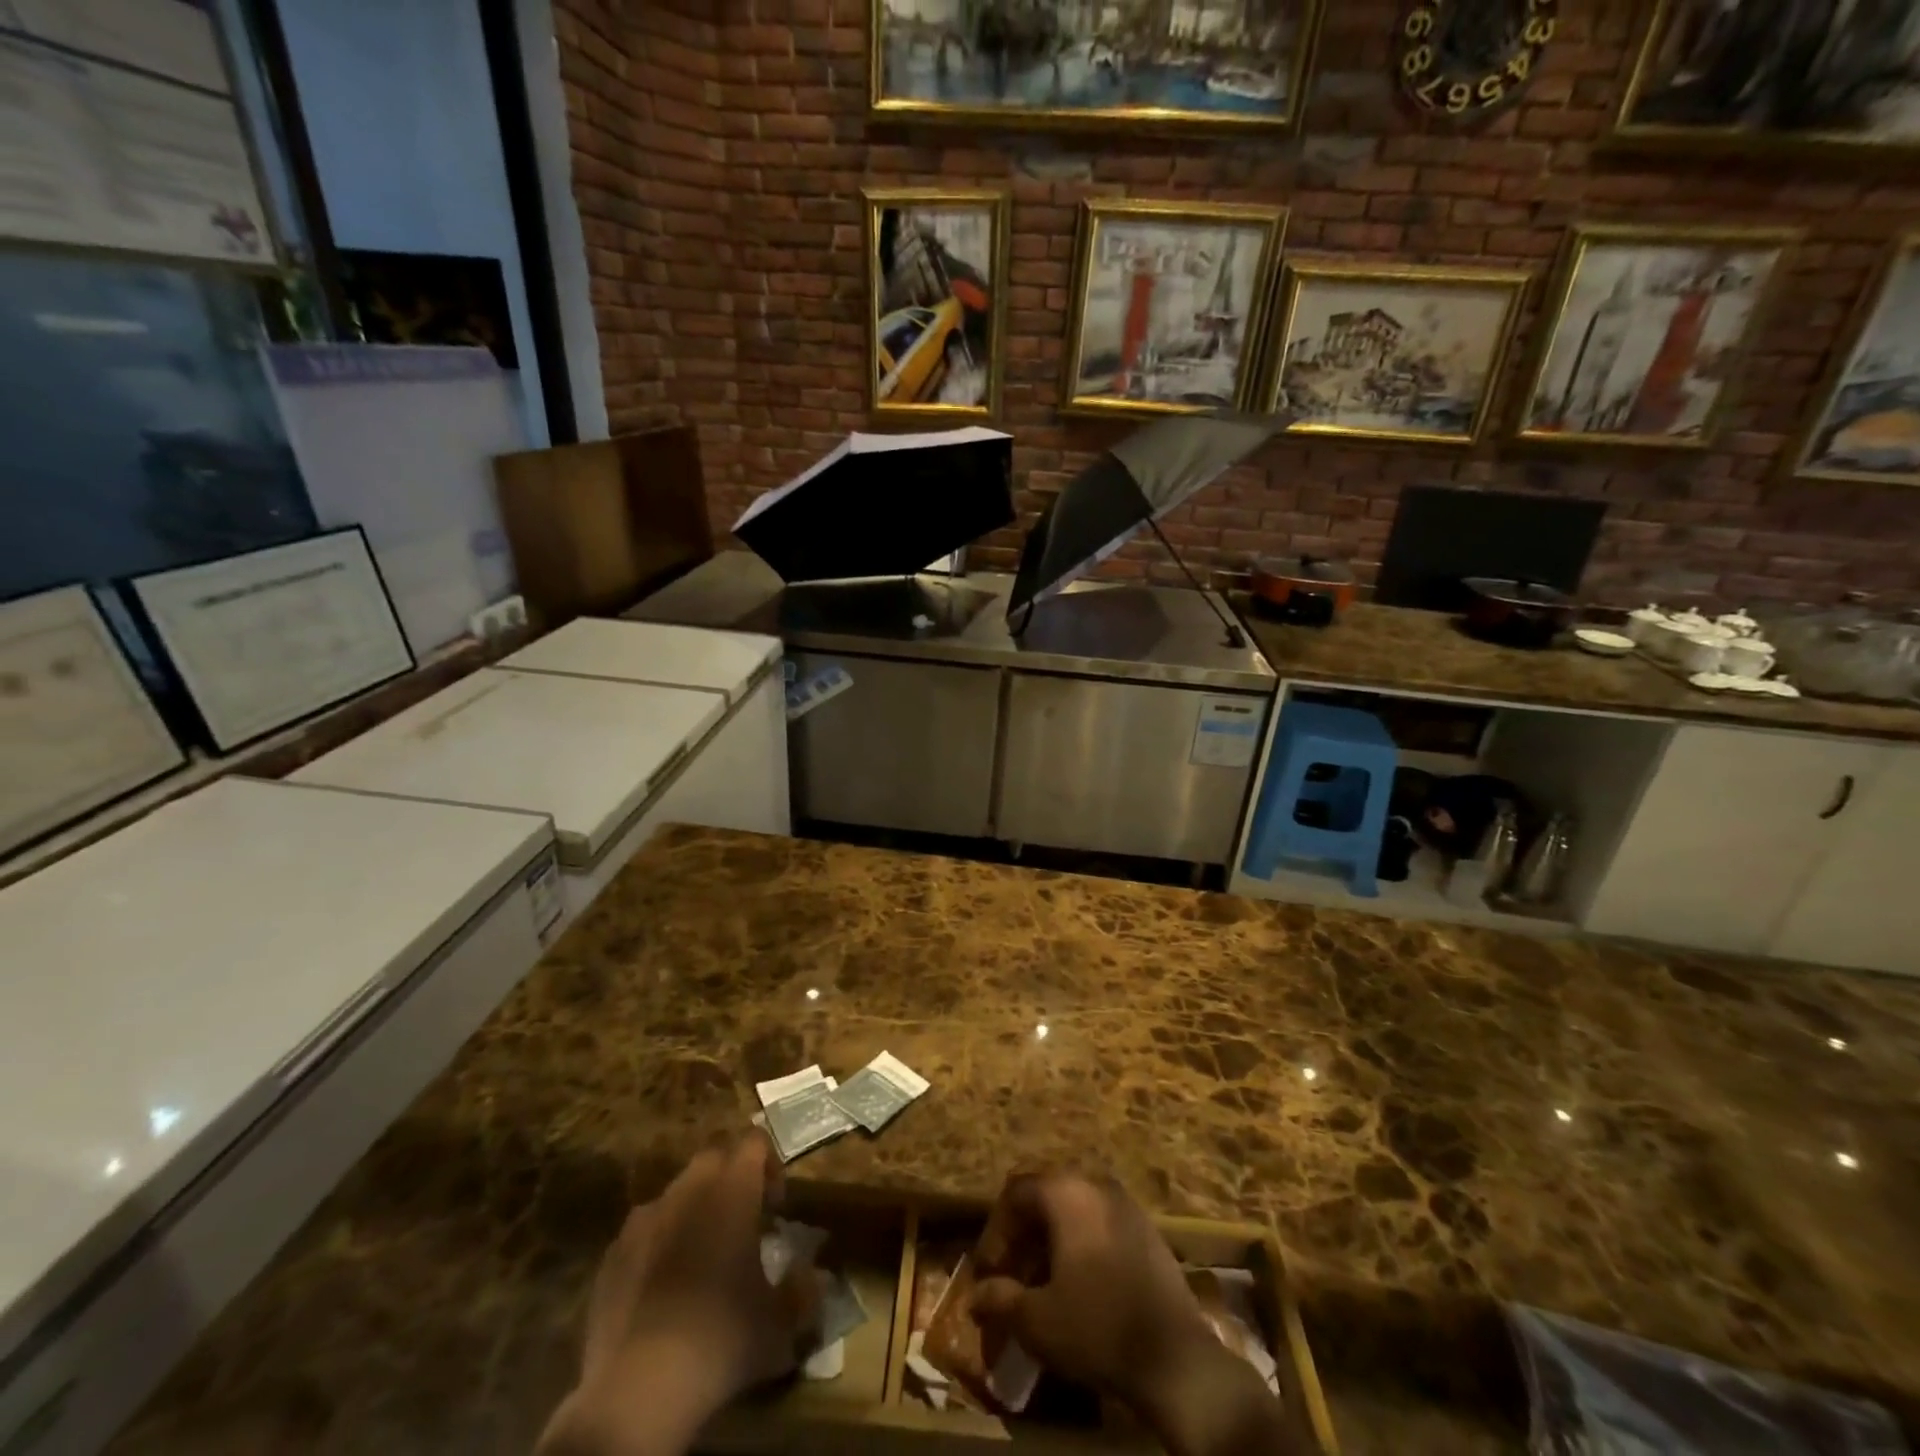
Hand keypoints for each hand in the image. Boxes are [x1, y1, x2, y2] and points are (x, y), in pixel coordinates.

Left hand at [539, 1134, 818, 1455]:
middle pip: (714, 1155)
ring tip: (703, 1254)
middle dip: (731, 1175)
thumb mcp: (780, 1323)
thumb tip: (813, 1275)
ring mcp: (644, 1218)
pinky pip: (645, 1229)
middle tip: (744, 1219)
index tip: (776, 1203)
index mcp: (732, 1190)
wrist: (637, 1389)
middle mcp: (688, 1190)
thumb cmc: (721, 1339)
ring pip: (677, 1190)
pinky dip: (660, 1241)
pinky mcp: (613, 1252)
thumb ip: (802, 1290)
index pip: (754, 1141)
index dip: (769, 1163)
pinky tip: (664, 1285)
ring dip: (694, 1207)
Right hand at [969, 1173, 1297, 1455]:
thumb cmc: (1098, 1329)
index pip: (1016, 1194)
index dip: (995, 1232)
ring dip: (1050, 1241)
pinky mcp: (1148, 1230)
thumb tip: (975, 1294)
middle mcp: (1096, 1184)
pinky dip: (1079, 1245)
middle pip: (1045, 1197)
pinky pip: (1100, 1223)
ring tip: (1040, 1285)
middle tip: (1010, 1277)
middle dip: (1022, 1236)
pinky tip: (1077, 1286)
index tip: (988, 1273)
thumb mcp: (1037, 1321)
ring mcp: (1126, 1204)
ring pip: (1074, 1210)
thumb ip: (1000, 1299)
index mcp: (1067, 1193)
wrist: (1177, 1359)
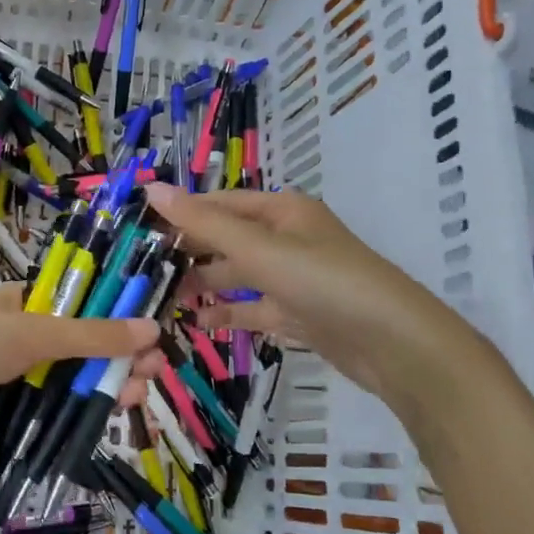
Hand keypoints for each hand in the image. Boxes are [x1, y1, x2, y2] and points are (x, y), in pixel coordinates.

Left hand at [0, 286, 163, 453]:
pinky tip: (98, 428)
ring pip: (63, 387)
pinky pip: (41, 418)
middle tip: (150, 377)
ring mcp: (7, 379)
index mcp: (23, 304)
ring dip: (98, 392)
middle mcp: (19, 339)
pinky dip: (67, 423)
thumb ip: (89, 335)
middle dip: (114, 362)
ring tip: (133, 400)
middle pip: (78, 351)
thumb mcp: (29, 332)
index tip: (150, 340)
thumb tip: (151, 327)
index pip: (82, 310)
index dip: (117, 323)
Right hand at [144, 183, 512, 424]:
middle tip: (141, 268)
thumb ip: (203, 223)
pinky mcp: (299, 313)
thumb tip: (151, 188)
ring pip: (238, 275)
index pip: (218, 204)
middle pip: (227, 238)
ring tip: (163, 298)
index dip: (180, 212)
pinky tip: (199, 324)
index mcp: (281, 211)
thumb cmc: (325, 282)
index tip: (136, 227)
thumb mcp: (259, 249)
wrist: (396, 345)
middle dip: (188, 251)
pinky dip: (229, 314)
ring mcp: (294, 278)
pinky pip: (254, 308)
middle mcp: (287, 238)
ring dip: (204, 284)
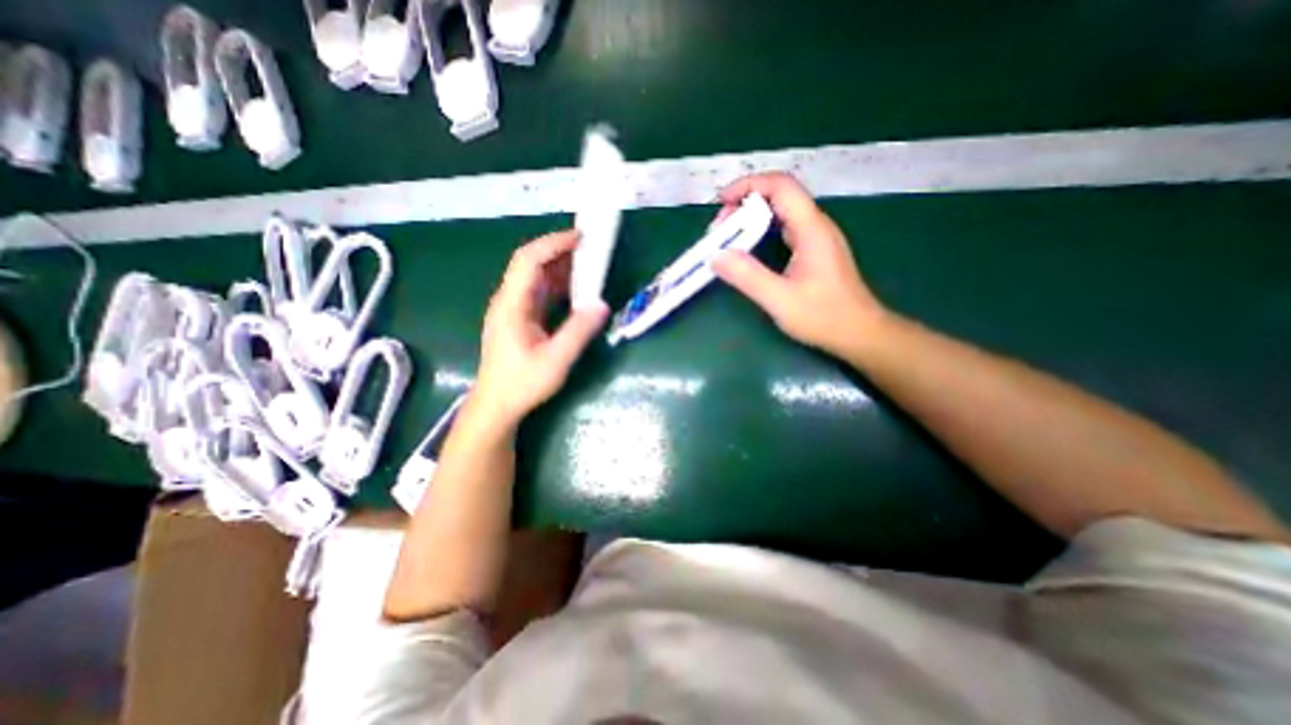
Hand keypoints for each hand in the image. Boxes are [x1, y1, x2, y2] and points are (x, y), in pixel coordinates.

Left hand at [474, 231, 611, 426]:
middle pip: (531, 263)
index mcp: (512, 304)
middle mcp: (509, 300)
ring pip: (536, 277)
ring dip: (561, 268)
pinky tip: (576, 290)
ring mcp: (513, 309)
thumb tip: (602, 305)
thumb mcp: (556, 360)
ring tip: (588, 265)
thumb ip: (579, 331)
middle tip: (591, 249)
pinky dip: (559, 285)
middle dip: (560, 251)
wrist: (497, 405)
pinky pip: (540, 292)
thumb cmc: (522, 384)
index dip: (553, 244)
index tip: (581, 238)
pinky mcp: (519, 318)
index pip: (529, 260)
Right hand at [709, 171, 895, 357]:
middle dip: (744, 204)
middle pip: (779, 196)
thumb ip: (748, 277)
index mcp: (811, 229)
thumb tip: (716, 256)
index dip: (748, 185)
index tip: (720, 203)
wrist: (859, 333)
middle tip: (720, 230)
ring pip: (781, 212)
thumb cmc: (824, 317)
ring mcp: (816, 238)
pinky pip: (784, 229)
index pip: (781, 186)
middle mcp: (815, 225)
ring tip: (728, 238)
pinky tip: (748, 249)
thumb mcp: (780, 300)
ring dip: (751, 219)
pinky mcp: (813, 251)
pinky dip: (761, 232)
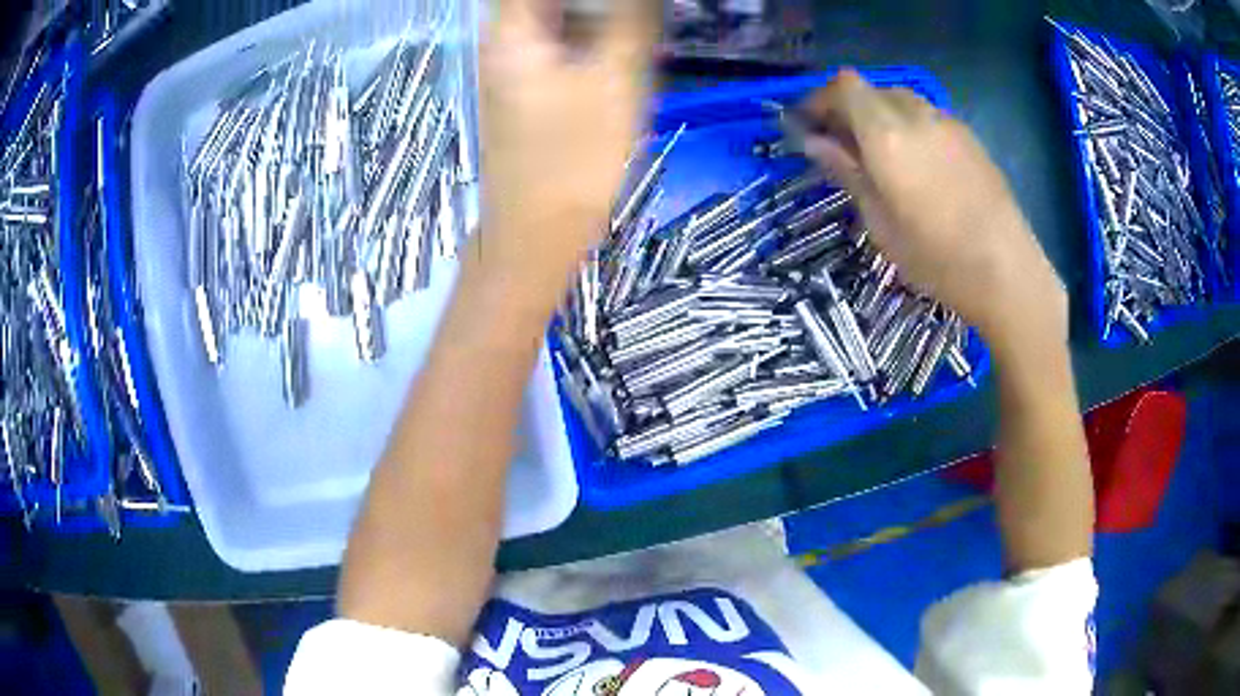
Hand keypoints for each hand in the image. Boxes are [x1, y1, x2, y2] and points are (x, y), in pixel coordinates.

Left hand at [477, 0, 654, 292]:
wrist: (539, 233)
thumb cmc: (574, 159)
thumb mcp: (616, 79)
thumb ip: (632, 21)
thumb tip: (642, 0)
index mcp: (512, 31)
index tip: (620, 4)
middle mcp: (504, 43)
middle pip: (553, 2)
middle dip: (596, 4)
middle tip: (639, 15)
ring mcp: (514, 68)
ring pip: (558, 20)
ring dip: (598, 19)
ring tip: (637, 28)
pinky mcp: (530, 90)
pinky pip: (561, 46)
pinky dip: (592, 40)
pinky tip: (621, 52)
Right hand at [798, 70, 1066, 350]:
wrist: (1007, 271)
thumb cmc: (937, 257)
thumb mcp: (880, 223)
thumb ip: (847, 172)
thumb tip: (814, 142)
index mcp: (887, 134)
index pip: (844, 86)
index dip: (820, 99)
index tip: (809, 126)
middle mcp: (917, 115)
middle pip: (872, 90)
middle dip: (850, 108)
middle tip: (842, 145)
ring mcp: (948, 123)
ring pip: (902, 100)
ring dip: (882, 116)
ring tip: (881, 156)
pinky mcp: (970, 138)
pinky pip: (929, 117)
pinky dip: (911, 127)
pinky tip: (919, 165)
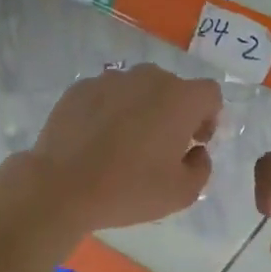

———

DIRECTIONS: Quote word for word only the lines above from the one containing "thumb ip: (1000, 1299)" through the one containing "index pip: (82, 310)". Pictures stay out of your copy.

WRITTEN RESPONSE:
thumb ip: (1000, 1299)
index mcp: (1067, 1193)
wrist: (1177, 1359)
Hand keypoints for each hand in the image. Boxes are [x1, y1, x2, y2] and points are (x, y), in pixel coordinates.

Left hand at [0, 286, 163, 453]:
pinky tip: (98, 428)
ring pip: (63, 387)
pinky pip: (41, 418)
middle tip: (150, 377)
ring mcp: (7, 379)
index mcp: (23, 304)
ring dip: (98, 392)
middle mcp: (19, 339)
pinky dip: (67, 423)
thumb ip: (89, 335)
middle dip: (114, 362)
ring tip: (133, 400)
middle pip: (78, 351)
thumb mcp: (29, 332)
index tip: (150, 340)
thumb tip: (151, 327)
index pip: (82, 310)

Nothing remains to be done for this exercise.